In practical terms, post-Zionism yearns for Israel to evolve into a multi-ethnic and multi-religious nation in which no single people is dominant. But if such a possibility isn’t attainable, then a true two-state solution is necessary, one that allows neither Israel nor Palestine to dominate.

Of course, those Palestinians who want to eliminate all Israelis and don’t support a future of co-existence are also a vicious part of the problem. The fact that Israel unilaterally withdrew from Gaza in 2005, and yet instead of subsequently developing Gaza into a model of peaceful, prosperous, and democratic Palestinian civilization, a religiously fanatical, despotic regime emerged that exploits international aid, uses human shields, launches rockets at Jewish civilian targets, and makes “Death to Israel” its reigning policy, does not bode well. Such violent, intolerant elements of Palestinian society only help justify Zionist intransigency.

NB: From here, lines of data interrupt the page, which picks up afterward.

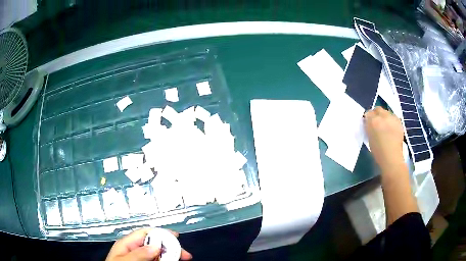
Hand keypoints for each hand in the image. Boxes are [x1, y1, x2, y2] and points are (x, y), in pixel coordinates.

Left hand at [105, 228, 191, 260]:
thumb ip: (138, 254)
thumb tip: (156, 246)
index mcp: (127, 244)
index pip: (145, 233)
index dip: (161, 233)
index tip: (176, 237)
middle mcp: (135, 250)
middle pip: (155, 244)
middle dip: (170, 247)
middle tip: (185, 254)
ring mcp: (140, 258)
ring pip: (158, 253)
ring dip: (170, 255)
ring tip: (182, 259)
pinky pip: (156, 260)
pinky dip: (165, 260)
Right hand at [364, 107, 404, 169]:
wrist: (392, 158)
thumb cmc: (378, 151)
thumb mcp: (369, 138)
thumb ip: (369, 127)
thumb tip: (369, 123)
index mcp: (373, 121)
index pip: (368, 113)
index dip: (368, 118)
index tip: (369, 123)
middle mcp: (382, 116)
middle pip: (378, 109)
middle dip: (376, 114)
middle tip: (377, 123)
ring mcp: (392, 117)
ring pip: (386, 112)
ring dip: (385, 116)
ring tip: (385, 126)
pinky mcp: (399, 121)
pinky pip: (393, 116)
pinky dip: (391, 120)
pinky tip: (392, 128)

Despite such troubling Palestinian elements, the reality is that Israel is — by far — the dominant power in the region. And every day, Israel entrenches its apartheid, supported largely by US tax dollars, Evangelical Christians, and Zionist Jews. It builds more illegal settlements in the West Bank, represses more Palestinian people with military occupation, and allows more Jewish lynch mobs to terrorize Palestinian villages with impunity. It denies more Palestinians housing, water, and farming rights, as well as due process. It befriends more Jew-hating dictators and demagogues, yearns evermore for Trump’s return, passes more racist laws, enacts more collective punishment, and increasingly demonizes those who speak out against injustice.

Every day, Israel entrenches its apartheid, supported largely by US tax dollars, Evangelical Christians, and Zionist Jews.

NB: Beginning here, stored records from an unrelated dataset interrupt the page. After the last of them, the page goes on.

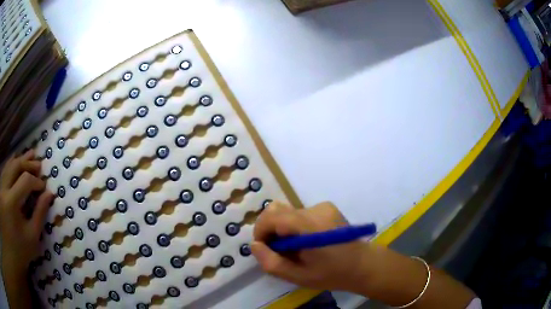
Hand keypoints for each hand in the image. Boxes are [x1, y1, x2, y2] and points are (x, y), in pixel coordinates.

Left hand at [0, 150, 53, 275]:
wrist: (15, 254)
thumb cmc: (22, 251)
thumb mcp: (32, 237)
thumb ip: (39, 214)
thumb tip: (49, 194)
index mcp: (12, 202)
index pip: (25, 180)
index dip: (36, 181)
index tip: (44, 187)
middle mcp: (4, 189)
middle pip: (15, 166)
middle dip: (28, 163)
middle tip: (39, 164)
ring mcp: (1, 187)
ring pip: (9, 165)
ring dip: (19, 159)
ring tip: (29, 155)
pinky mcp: (0, 189)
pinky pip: (4, 170)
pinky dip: (10, 163)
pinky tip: (15, 160)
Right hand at [251, 201, 372, 292]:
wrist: (362, 265)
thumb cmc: (332, 274)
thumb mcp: (298, 277)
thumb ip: (272, 263)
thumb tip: (254, 245)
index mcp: (310, 226)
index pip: (272, 217)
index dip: (260, 231)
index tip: (264, 249)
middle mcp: (315, 210)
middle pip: (277, 210)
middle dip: (270, 230)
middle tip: (279, 251)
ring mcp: (322, 206)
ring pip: (287, 212)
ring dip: (282, 229)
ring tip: (294, 248)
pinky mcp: (327, 207)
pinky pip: (299, 213)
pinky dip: (294, 226)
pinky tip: (306, 241)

But speak out we must. To do so is to be proudly, ethically post-Zionist.

Over 2,000 years ago, the legendary Rabbi Hillel is believed to have posed the following inter-related existential questions:

If I am not for myself, who will be for me?

If I am only for myself, what am I?

If not now, when?

The answer to the first question—If I am not for myself, who will be for me?—is, of course: no one. Zionism heeded well that warning, insisting that Jews need to take their fate into their own hands—by any means necessary.

The answer to the second question—if I am only for myself, what am I?—is also quite clear: a monster; a self-consumed entity without empathy, without compassion, without morality, without fairness, without justice.

It is that monster that post-Zionism recognizes in the current state of Israel and yearns to rein in.

As to the last question, again the answer is obvious: human rights deferred are human rights denied. To tarry on that front is not acceptable, as Dr. Martin Luther King, Jr. taught us in his letter from that jail in Birmingham.

Fortunately, the younger among us are already trending towards post-Zionism. A recent Gallup poll reports that, over the course of the last ten years, “an age gap has emerged, with net sympathy for Israel declining more sharply among younger than older adults.”

This progressive movement is especially encouraging among younger American Jews; according to a recent Pew survey, while 44% of American Jews over age 65 strongly oppose the BDS movement, only 27% of American Jews in their 20s express such opposition. Not surprisingly, secular Jews are more critical of Israel than religious Jews.

For those of us who embrace secular humanistic values such as empathy, compassion, fairness, justice, and democracy, post-Zionism is an essential part of the journey toward making this world a better, more humane place.

Mentshlekhkayt is simply impossible without it.